It used to be called more appropriately the Department of War until it was Orwellian Newspeak'd into Department of Defense in 1949.

Ironically, since 1949 it hasn't engaged in any conflict in the actual defense of the country and has caused many unintended consequences.
stone wrote:In Scandinavian countries, they do have vast governments and seem to function very well but I've never lived there so I don't really know.
I have a friend that is Swedish and lives in the US now and gets red-faced angry when people talk about Swedish government. He has a lot of really funny/sad stories to share about it and how it works. I should video tape him one time because he sure gets steamed on the subject.

I spent some time in Sweden and Norway this summer for several weeks. They are nice countries, but the populations are very small compared to the US and have a far more homogenous culture that includes a very strong work ethic and very high level of education/skills.
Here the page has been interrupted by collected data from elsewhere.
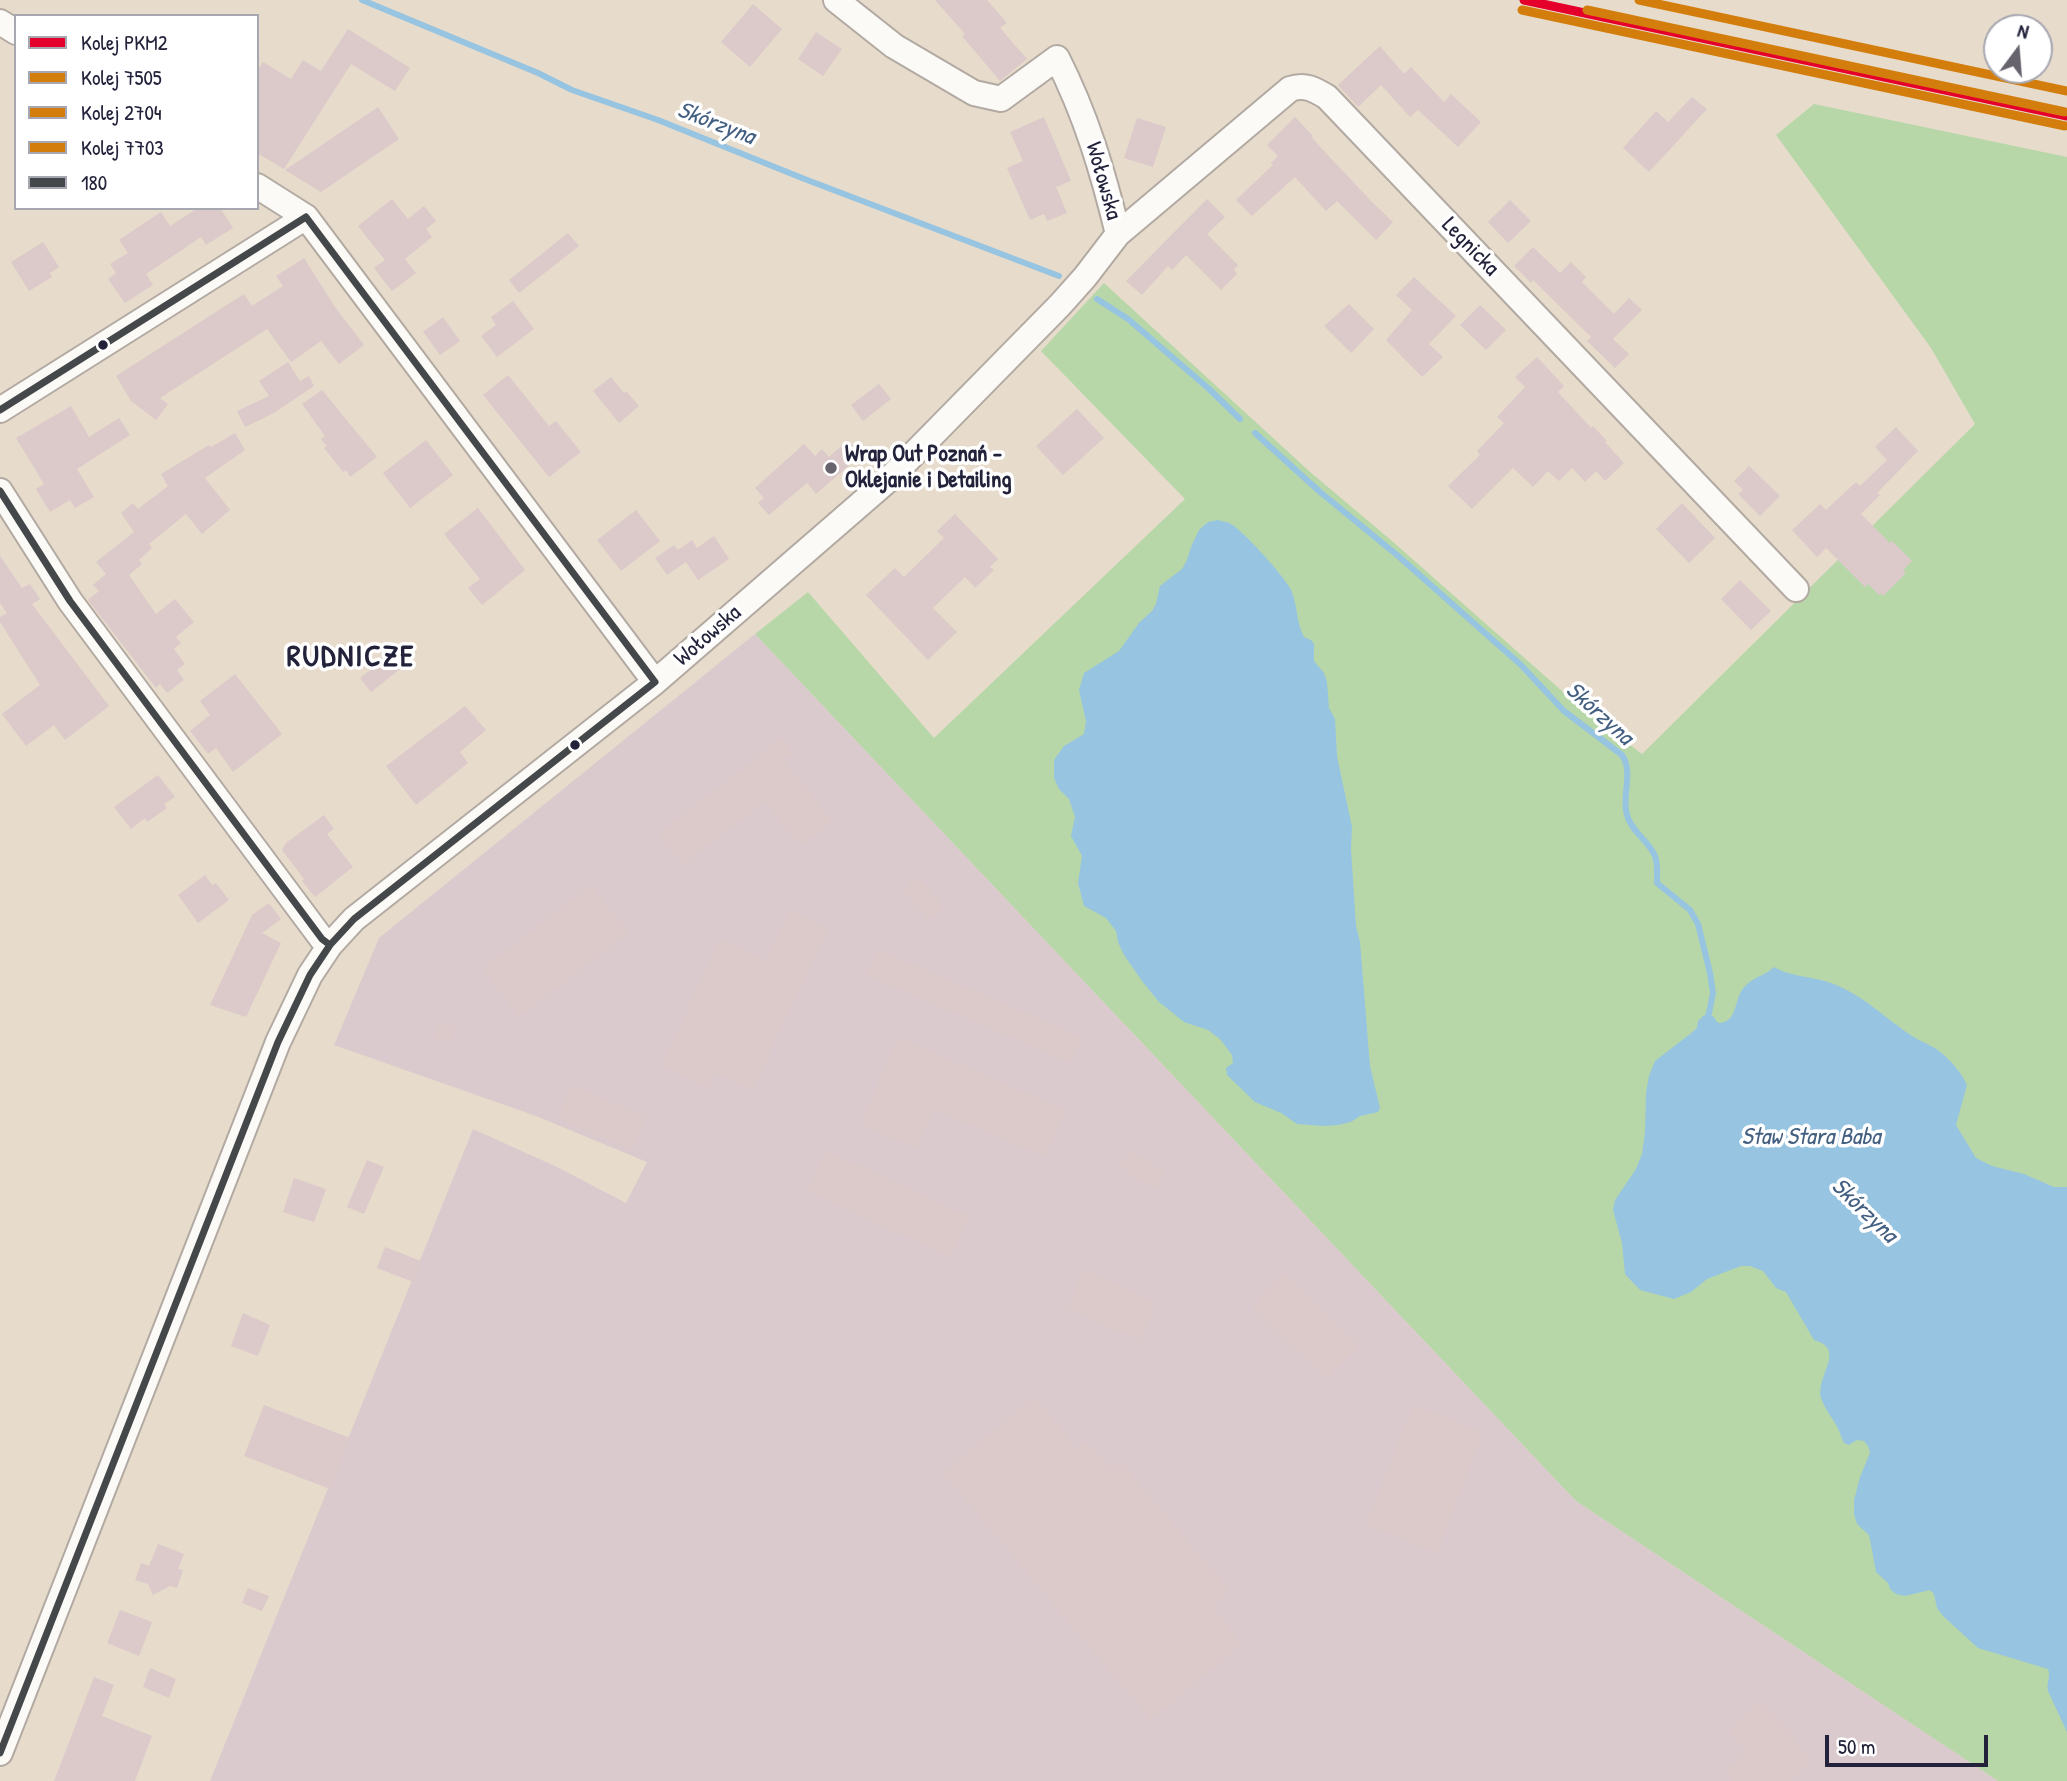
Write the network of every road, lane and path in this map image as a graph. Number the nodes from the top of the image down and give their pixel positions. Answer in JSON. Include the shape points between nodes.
{"nodes":[{"id":1,"x":836,"y":0,"type":"edge"},
{"id":2,"x":259,"y":187,"type":"edge"},
{"id":3,"x":306,"y":217,"type":"junction"},
{"id":4,"x":1118,"y":234,"type":"junction"},
{"id":5,"x":0,"y":410,"type":"edge"},
{"id":6,"x":0,"y":491,"type":"edge"},
{"id":7,"x":1796,"y":589,"type":"dead end"},
{"id":8,"x":655,"y":682,"type":"junction"},
{"id":9,"x":330,"y":945,"type":"junction"},
{"id":10,"x":0,"y":1753,"type":"edge"}],
"edges":[{"from":1,"to":4,"type":"street","name":"Wołowska","via":[[894,46],[974,93],[1001,99],[1057,58],[1095,146]]},
{"from":2,"to":3,"type":"street"},
{"from":3,"to":5,"type":"street"},
{"from":3,"to":8,"type":"street"},
{"from":4,"to":7,"type":"street","name":"Legnicka","via":[[1290,89],[1314,89],[1327,97]]},
{"from":4,"to":8,"type":"street","name":"Wołowska","via":[[1060,305],[887,481]]},
{"from":6,"to":9,"type":"street","via":[[70,601]]},
{"from":8,"to":9,"type":"street","name":"Wołowska","via":[[354,919]]},
{"from":9,"to":10,"type":"street","name":"Wołowska","via":[[278,1042]]}]}
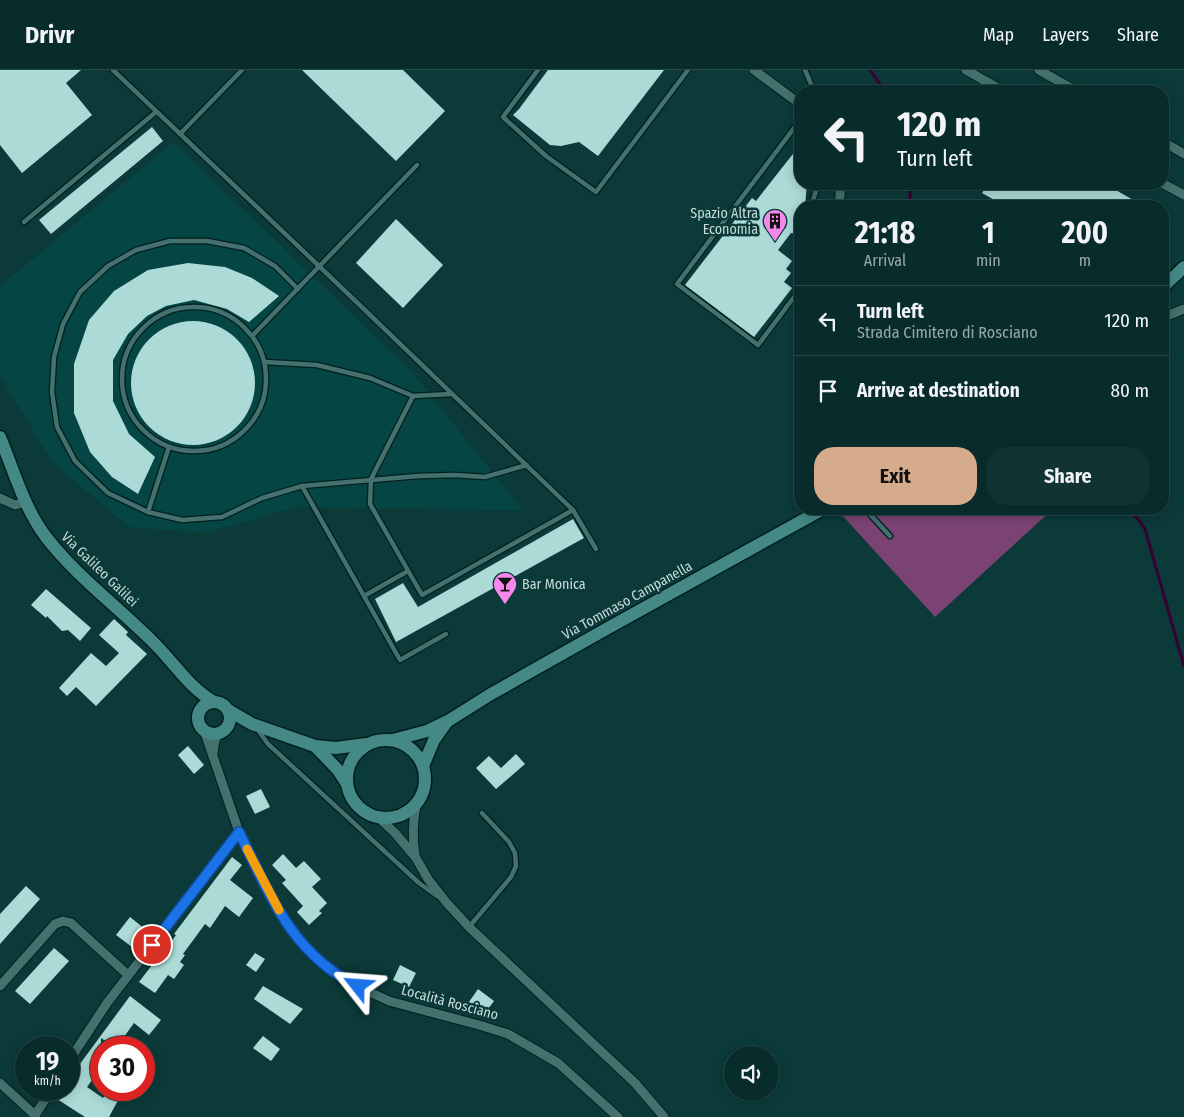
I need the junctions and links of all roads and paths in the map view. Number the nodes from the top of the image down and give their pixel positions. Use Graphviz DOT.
graph roads {
  1 [pos="113,70"];
  2 [pos="242,70"];
  3 [pos="538,70"];
  4 [pos="688,70"];
  5 [pos="754,70"];
  6 [pos="805,70"];
  7 [pos="966,70"];
  8 [pos="1039,70"];
  9 [pos="811,85"];
  10 [pos="992,85"];
  11 [pos="1065,85"];
  12 [pos="794,100"];
  13 [pos="156,112"];
  14 [pos="794,128"];
  15 [pos="180,134"];
  16 [pos="1169,145"];
  17 [pos="1184,154"];
  18 [pos="417,165"];
  19 [pos="1169,187"];
  20 [pos="1184,195"];
  21 [pos="24,222"];
  22 [pos="320,267"];
  23 [pos="1184,268"];
  24 [pos="1169,282"];
  25 [pos="298,289"];
  26 [pos="794,301"];
  27 [pos="1184,309"];
  28 [pos="1169,315"];
  29 [pos="252,336"];
  30 [pos="265,362"];
  31 [pos="451,394"];
  32 [pos="413,396"];
  33 [pos="0,437"];
  34 [pos="169,447"];
  35 [pos="527,466"];
  36 [pos="371,479"];
  37 [pos="302,486"];
  38 [pos="0,498"];
  39 [pos="25,502"];
  40 [pos="573,510"];
  41 [pos="148,512"];
  42 [pos="812,515"];
  43 [pos="871,515"];
  44 [pos="890,536"];
  45 [pos="596,549"];
  46 [pos="408,571"];
  47 [pos="364,596"];
  48 [pos="446,634"];
  49 [pos="193,686"];
  50 [pos="214,702"];
  51 [pos="228,710"];
  52 [pos="198,715"];
  53 [pos="448,721"];
  54 [pos="252,724"];
  55 [pos="223,729"];
  56 [pos="204,730"];
  57 [pos="394,740"];
  58 [pos="369,744"];
  59 [pos="315,746"];
  60 [pos="212,756"];
  61 [pos="423,766"];
  62 [pos="347,784"];
  63 [pos="416,805"];
  64 [pos="482,813"];
  65 [pos="379,818"];
  66 [pos="239,832"];
  67 [pos="416,858"];
  68 [pos="446,902"];
  69 [pos="469,927"];
  70 [pos="128,975"];
  71 [pos="0,986"];
  72 [pos="80,1044"];
  73 [pos="0,1083"];
  74 [pos="44,1101"];
  75 [pos="34,1116"];
  76 [pos="618,1117"];
  77 [pos="664,1117"];
  1 -- 13 [label="lane"];
  2 -- 15 [label="lane"];
  3 -- 4 [label="lane"];
  5 -- 12 [label="street"];
  6 -- 9 [label="lane"];
  7 -- 10 [label="street"];
  8 -- 11 [label="street"];
  13 -- 15 [label="lane"];
  13 -- 21 [label="lane"];
  14 -- 26 [label="lane"];
  15 -- 22 [label="lane"];
  16 -- 17 [label="street"];
  18 -- 22 [label="lane"];
  19 -- 20 [label="street"];
  22 -- 25 [label="lane"];
  22 -- 31 [label="lane"];
  23 -- 24 [label="main road"];
  25 -- 29 [label="lane"];
  25 -- 41 [label="lane"];
  27 -- 28 [label="street"];
  29 -- 30 [label="lane"];
  29 -- 34 [label="lane"];
  30 -- 32 [label="lane"];
  30 -- 34 [label="lane"];
  31 -- 32 [label="lane"];
  31 -- 35 [label="lane"];
  32 -- 36 [label="lane"];
  33 -- 39 [label="main road, Via Galileo Galilei"];
  34 -- 41 [label="lane"];
  35 -- 36 [label="lane"];
  35 -- 40 [label="lane"];
  36 -- 37 [label="lane"];
  36 -- 46 [label="lane"];
  37 -- 41 [label="lane"];
  37 -- 47 [label="lane"];
  38 -- 39 [label="street"];
  39 -- 49 [label="main road, Via Galileo Galilei"];
  40 -- 45 [label="lane"];
  40 -- 46 [label="lane"];
  42 -- 53 [label="main road, Via Tommaso Campanella"];
  43 -- 44 [label="lane"];
  46 -- 47 [label="lane"];
  47 -- 48 [label="lane"];
  49 -- 50 [label="main road"];
  49 -- 52 [label="main road"];
  50 -- 51 [label="main road"];
  50 -- 52 [label="main road"];
  51 -- 54 [label="main road"];
  51 -- 55 [label="main road"];
  52 -- 56 [label="main road"];
  53 -- 57 [label="main road, Via Tommaso Campanella"];
  53 -- 61 [label="main road, Via Tommaso Campanella"];
  54 -- 55 [label="main road"];
  54 -- 59 [label="main road"];
  54 -- 68 [label="lane"];
  55 -- 56 [label="main road"];
  55 -- 60 [label="street"];
  56 -- 60 [label="street, Località Rosciano"];
  57 -- 58 [label="main road"];
  57 -- 61 [label="main road"];
  58 -- 59 [label="main road"];
  58 -- 62 [label="main road"];
  59 -- 62 [label="main road"];
  60 -- 66 [label="street, Località Rosciano"];
  61 -- 63 [label="main road"];
  62 -- 65 [label="main road"];
  63 -- 65 [label="main road"];
  63 -- 67 [label="street"];
  64 -- 69 [label="lane"];
  65 -- 67 [label="street"];
  66 -- 70 [label="street"];
  66 -- 76 [label="street, Località Rosciano"];
  67 -- 68 [label="street"];
  68 -- 69 [label="street"];
  69 -- 77 [label="street"];
  70 -- 71 [label="street"];
  70 -- 72 [label="street"];
  73 -- 75 [label="street"];
  74 -- 75 [label="street"];
}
The government does offer a lot of "services" I suppose, but at the same time my feeling was that the culture of those places makes one feel very awkward to be known as a person that is on the dole. I think that culture in the US is dying and bringing in such a vast government service network here would bankrupt the country much faster than what we are doing now.

Plus the fact that Norwegian Government controls vast amounts of oil wealth to line the coffers doesn't hurt things. It's easy to brag about how well socialism works when you are able to sell a product to the rest of the planet for a hefty profit to fund it.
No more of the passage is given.